Enquanto presidente manda os jornalistas calarem a boca, pelo menos quatro profissionais já morreram durante a cobertura e muitos estão contaminados

Reportagem
11 de maio de 2020
12:00
Este artigo tem mais de 4 ano

“Cala a boca, não perguntei nada!”, esbravejou o presidente Jair Bolsonaro a uma repórter do jornal O Estado de S. Paulo, o Estadão, na manhã da terça-feira (5). Para muitos, a atitude foi uma das cenas mais violentas propagadas por um chefe de Estado contra profissionais de imprensa no Brasil desde a ditadura militar.

O ataque ocorreu dois dias após apoiadores do governo terem agredido e ameaçado jornalistas em um ato realizado em frente ao Palácio do Planalto, no domingo (3), data que celebra o Dia Mundial da Liberdade de Imprensa. Na ocasião, o fotojornalista Dida Sampaio, funcionário do Estadão, foi derrubado por um grupo de manifestantes por duas vezes, chutado pelas costas e socado no estômago. Marcos Pereira, motorista do jornal, também foi agredido no mesmo dia, assim como outros profissionais da imprensa, funcionários do jornal Folha de S.Paulo e do site Poder360. No dia anterior, o cinegrafista da TV Record Robson Willian da Silva já havia sido agredido por manifestantes bolsonaristas, em frente à sede da Polícia Federal em Curitiba.

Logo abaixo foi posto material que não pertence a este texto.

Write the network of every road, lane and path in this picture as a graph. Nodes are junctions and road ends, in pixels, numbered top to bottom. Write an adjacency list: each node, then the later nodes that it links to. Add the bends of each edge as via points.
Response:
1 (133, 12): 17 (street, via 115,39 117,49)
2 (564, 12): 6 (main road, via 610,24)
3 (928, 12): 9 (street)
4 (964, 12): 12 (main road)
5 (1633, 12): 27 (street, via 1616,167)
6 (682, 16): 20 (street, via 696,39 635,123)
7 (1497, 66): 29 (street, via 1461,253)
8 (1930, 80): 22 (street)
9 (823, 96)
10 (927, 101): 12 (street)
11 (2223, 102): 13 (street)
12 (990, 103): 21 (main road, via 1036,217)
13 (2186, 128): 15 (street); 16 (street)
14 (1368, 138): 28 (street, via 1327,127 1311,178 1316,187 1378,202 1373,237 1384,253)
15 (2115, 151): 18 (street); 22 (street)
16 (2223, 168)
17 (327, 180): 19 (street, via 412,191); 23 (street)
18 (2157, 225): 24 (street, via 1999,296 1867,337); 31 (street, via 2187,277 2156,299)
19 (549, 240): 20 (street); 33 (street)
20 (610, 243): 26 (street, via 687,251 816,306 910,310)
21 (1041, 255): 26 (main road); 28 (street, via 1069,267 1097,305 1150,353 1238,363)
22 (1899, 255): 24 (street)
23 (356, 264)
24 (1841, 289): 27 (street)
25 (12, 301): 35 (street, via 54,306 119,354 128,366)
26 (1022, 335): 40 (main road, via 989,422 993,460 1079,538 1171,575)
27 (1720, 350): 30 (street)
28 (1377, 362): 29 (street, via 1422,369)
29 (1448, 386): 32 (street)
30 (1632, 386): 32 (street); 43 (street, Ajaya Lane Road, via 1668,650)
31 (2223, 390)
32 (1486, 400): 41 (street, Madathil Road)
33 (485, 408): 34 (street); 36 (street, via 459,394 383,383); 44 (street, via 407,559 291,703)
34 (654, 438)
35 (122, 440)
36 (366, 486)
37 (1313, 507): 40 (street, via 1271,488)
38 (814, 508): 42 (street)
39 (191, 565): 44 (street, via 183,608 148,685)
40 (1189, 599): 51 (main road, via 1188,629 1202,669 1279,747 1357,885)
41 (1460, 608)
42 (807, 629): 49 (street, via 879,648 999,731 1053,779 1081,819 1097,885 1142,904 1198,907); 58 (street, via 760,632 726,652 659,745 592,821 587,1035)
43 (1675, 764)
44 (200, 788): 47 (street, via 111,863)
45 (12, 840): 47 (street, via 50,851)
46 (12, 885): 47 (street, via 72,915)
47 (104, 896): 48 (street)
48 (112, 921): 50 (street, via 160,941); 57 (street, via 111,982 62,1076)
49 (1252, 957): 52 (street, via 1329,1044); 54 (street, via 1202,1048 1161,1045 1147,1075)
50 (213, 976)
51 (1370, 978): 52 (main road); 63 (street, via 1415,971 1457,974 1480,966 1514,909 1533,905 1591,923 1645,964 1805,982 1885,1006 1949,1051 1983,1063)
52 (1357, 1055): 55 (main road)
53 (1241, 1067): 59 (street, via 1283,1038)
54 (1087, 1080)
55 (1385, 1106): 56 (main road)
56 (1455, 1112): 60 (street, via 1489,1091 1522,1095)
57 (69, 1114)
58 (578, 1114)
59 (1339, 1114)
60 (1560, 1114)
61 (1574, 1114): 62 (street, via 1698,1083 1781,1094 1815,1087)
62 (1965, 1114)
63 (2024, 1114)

Funcionários de afiliada da TV Record são atacados por apoiadores de Bolsonaro durante depoimento de Sergio Moro em Curitiba

Os episódios de violência geraram campanhas de entidades e sindicatos, além de editoriais pedindo respeito aos profissionais da imprensa, essenciais na cobertura da atual crise da Covid-19. Mas as violações dos direitos da categoria durante a pandemia não se resumem às perseguições por Bolsonaro e seu séquito. No front da batalha contra a desinformação, jornalistas, cinegrafistas e radialistas enfrentam condições de trabalho difíceis, ditadas pelo risco de contágio e pelo isolamento social e, ainda, suspensões de contratos e cortes de salário em todo o Brasil.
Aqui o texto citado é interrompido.